Stored data entries:
--------------------------------

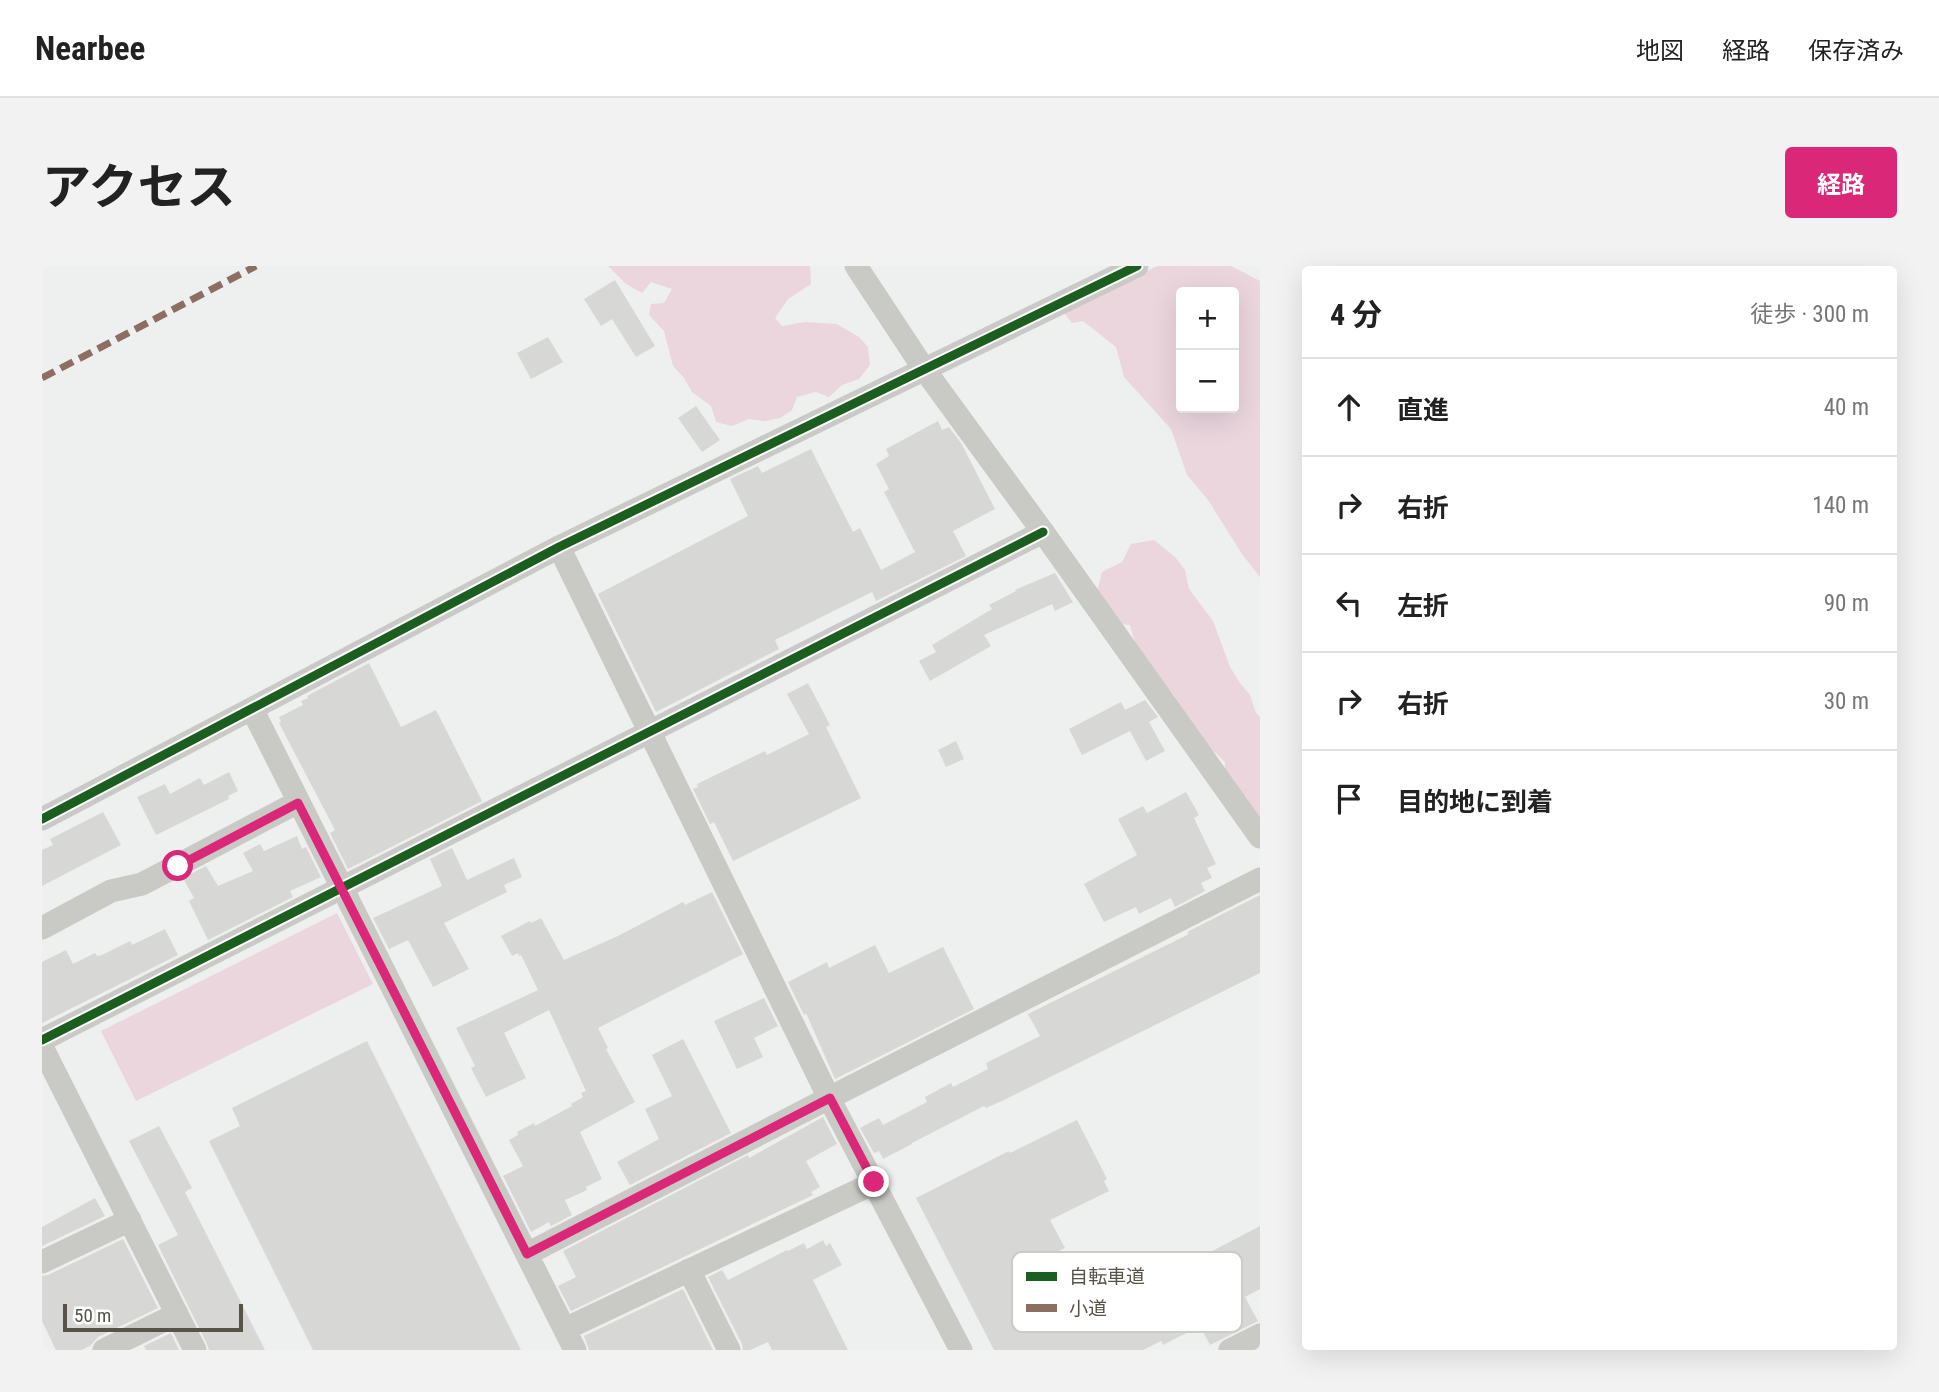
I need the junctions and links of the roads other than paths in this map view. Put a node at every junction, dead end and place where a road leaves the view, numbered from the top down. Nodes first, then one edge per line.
1 (856, 266) edge
2 (1137, 266) edge
3 (924, 369) junction
4 (1043, 532) junction
5 (559, 547) junction
6 (252, 709) junction
7 (650, 732) junction
8 (298, 803) junction
9 (42, 819) edge
10 (1260, 836) edge
11 (1260, 879) edge
12 (343, 889) junction
13 (42, 928) edge
14 (42, 1040) edge
15 (42, 1047) edge
16 (830, 1098) junction
17 (874, 1182) junction
18 (130, 1220) junction
19 (527, 1254) junction
20 (42, 1262) edge
21 (689, 1270) junction
22 (177, 1314) junction
23 (565, 1329) junction
24 (1260, 1335) edge
25 (104, 1350) edge
26 (195, 1350) edge
27 (575, 1350) edge
28 (729, 1350) edge
29 (961, 1350) edge
30 (1230, 1350) edge

1 - 3 street
2 - 3 street
3 - 4 street
3 - 5 street
4 - 7 street
4 - 10 street
5 - 6 street
5 - 7 street
6 - 8 street
6 - 9 street
7 - 12 street
7 - 16 street
8 - 12 street
8 - 13 street
11 - 16 street
12 - 14 street
12 - 19 street
15 - 18 street
16 - 17 street
16 - 19 street
17 - 21 street
17 - 29 street
18 - 20 street
18 - 22 street
19 - 23 street
21 - 23 street
21 - 28 street
22 - 25 street
22 - 26 street
23 - 27 street
24 - 30 street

--------------------------------

▶ **Assignment**
Drop the images, then copy the data exactly.

▶ **Answer for this exercise**
I need the junctions and links of the roads other than paths in this map view. Put a node at every junction, dead end and place where a road leaves the view, numbered from the top down. Nodes first, then one edge per line.
1 (856, 266) edge
2 (1137, 266) edge
3 (924, 369) junction
4 (1043, 532) junction
5 (559, 547) junction
6 (252, 709) junction
7 (650, 732) junction
8 (298, 803) junction
9 (42, 819) edge
10 (1260, 836) edge
11 (1260, 879) edge
12 (343, 889) junction
13 (42, 928) edge
14 (42, 1040) edge
15 (42, 1047) edge
16 (830, 1098) junction
17 (874, 1182) junction
18 (130, 1220) junction
19 (527, 1254) junction
20 (42, 1262) edge
21 (689, 1270) junction
22 (177, 1314) junction
23 (565, 1329) junction
24 (1260, 1335) edge
25 (104, 1350) edge
26 (195, 1350) edge
27 (575, 1350) edge
28 (729, 1350) edge
29 (961, 1350) edge
30 (1230, 1350) edge

1 - 3 street
2 - 3 street
3 - 4 street
3 - 5 street
4 - 7 street
4 - 10 street
5 - 6 street
5 - 7 street
6 - 8 street
6 - 9 street
7 - 12 street
7 - 16 street
8 - 12 street
8 - 13 street
11 - 16 street
12 - 14 street
12 - 19 street
15 - 18 street
16 - 17 street
16 - 19 street
17 - 21 street
17 - 29 street
18 - 20 street
18 - 22 street
19 - 23 street
21 - 23 street
21 - 28 street
22 - 25 street
22 - 26 street
23 - 27 street
24 - 30 street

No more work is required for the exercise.